Underutilized OSM Advantages: Compared to satellite imagery, OpenStreetMap is updated more frequently and has storage overhead only 1/15th of satellite maps (4.8MB/km² vs 75MB/km²). Yet, no large-scale OSM-MCVGL robustness benchmark currently exists.

Method

Overall Architecture

RHO aims to locate a camera with meter-level position and degree-level orientation under adverse weather and sensor noise using only a ground image and an OpenStreetMap tile. Instead of a single image source, it accepts both a 360° panorama and a 120° pinhole image as inputs in a dual-branch Pin-Pan architecture. OSM tiles are rasterized and processed by a map encoder to produce a neural map \(M\), serving as the shared reference for both branches. The panoramic branch uses SUM undistortion followed by "encoding → BEV projection" to match \(M\) and generate a probability volume \(S_{pano}\) (specializing in positioning). The pinhole branch takes the front-view 120° image, undergoes a similar encoding-BEV-matching process to obtain \(S_1\) (specializing in orientation). Both probability volumes cover 3D pose \((u, v, \theta)\). Finally, the POF module fuses them into \(S_{fused}\) to derive the final 3-DoF camera pose. Dual branches are employed because panoramas and pinhole images have complementary strengths in positioning vs. orientation estimation.

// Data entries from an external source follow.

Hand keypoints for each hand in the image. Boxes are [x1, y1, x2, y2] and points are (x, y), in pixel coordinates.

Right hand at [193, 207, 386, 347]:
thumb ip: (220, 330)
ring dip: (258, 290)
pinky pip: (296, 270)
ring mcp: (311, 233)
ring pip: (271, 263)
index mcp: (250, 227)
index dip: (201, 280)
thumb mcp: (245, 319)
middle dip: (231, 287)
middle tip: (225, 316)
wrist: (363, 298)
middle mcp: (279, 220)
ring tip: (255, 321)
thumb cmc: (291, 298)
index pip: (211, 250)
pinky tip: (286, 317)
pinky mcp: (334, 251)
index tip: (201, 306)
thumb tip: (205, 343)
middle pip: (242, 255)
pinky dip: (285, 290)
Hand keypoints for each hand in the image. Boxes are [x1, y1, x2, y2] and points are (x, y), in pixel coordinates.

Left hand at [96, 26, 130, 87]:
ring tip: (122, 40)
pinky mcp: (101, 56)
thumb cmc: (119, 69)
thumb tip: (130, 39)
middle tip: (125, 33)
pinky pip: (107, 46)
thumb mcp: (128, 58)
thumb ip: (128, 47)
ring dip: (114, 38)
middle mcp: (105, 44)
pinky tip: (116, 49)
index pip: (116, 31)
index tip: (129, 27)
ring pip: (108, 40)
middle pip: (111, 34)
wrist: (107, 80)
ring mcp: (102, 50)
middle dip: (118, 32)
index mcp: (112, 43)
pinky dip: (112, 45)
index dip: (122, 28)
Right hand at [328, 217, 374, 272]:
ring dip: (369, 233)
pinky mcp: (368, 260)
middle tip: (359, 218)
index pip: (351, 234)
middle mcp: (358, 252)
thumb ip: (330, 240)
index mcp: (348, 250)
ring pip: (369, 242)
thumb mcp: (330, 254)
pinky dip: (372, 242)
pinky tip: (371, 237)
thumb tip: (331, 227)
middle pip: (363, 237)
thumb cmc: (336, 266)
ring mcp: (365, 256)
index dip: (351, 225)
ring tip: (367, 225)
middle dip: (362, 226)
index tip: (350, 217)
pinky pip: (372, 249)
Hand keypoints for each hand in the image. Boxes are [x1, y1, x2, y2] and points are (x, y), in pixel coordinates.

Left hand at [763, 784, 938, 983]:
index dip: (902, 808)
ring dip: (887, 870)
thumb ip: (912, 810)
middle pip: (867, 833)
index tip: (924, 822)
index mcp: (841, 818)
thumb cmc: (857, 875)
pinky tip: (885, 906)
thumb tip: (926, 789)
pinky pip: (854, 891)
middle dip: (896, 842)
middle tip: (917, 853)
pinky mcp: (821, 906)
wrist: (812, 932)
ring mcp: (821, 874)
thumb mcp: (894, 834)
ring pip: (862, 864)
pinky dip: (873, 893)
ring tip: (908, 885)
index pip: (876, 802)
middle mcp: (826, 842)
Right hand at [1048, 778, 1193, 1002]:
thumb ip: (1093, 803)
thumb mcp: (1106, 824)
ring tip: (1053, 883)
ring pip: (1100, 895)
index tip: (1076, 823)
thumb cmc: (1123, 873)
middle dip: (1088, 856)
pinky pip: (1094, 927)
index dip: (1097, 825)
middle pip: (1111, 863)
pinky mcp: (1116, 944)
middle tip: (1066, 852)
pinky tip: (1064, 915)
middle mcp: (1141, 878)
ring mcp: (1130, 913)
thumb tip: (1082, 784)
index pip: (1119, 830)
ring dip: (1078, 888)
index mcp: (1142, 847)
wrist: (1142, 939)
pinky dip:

%%{init: {'flowchart': {'rankSpacing': 24, 'nodeSpacing': 28, 'padding': 6, 'wrappingWidth': 400, 'subGraphTitleMargin': {'top': 8, 'bottom': 16}}}}%%
flowchart TD
    P["360° Panorama"]
    O["OSM Tile<br/>Rasterization → Map Encoder → Neural Map M"]
    subgraph SUM["SUM Panorama Undistortion (Design 1)"]
        direction TB
        S1["Split into 3x 120° Pinhole Images"] --> S2["Per-image Undistortion"]
        S2 --> S3["Encoding + BEV Projection → 3 BEV Blocks"]
        S3 --> S4["Concatenate in BEV space into Pan-BEV feature X_pan"]
    end
    P --> SUM
    P --> PIN["Take Front-view 120° Pinhole<br/>Encoding + BEV → X_1"]
    SUM --> MP["Match X_pan with M<br/>→ Prob Volume S_pano (Position Expert)"]
    PIN --> MP1["Match X_1 with M<br/>→ Prob Volume S_1 (Orientation Expert)"]
    O --> MP
    O --> MP1
    subgraph POF["POF Position-Orientation Fusion (Design 2)"]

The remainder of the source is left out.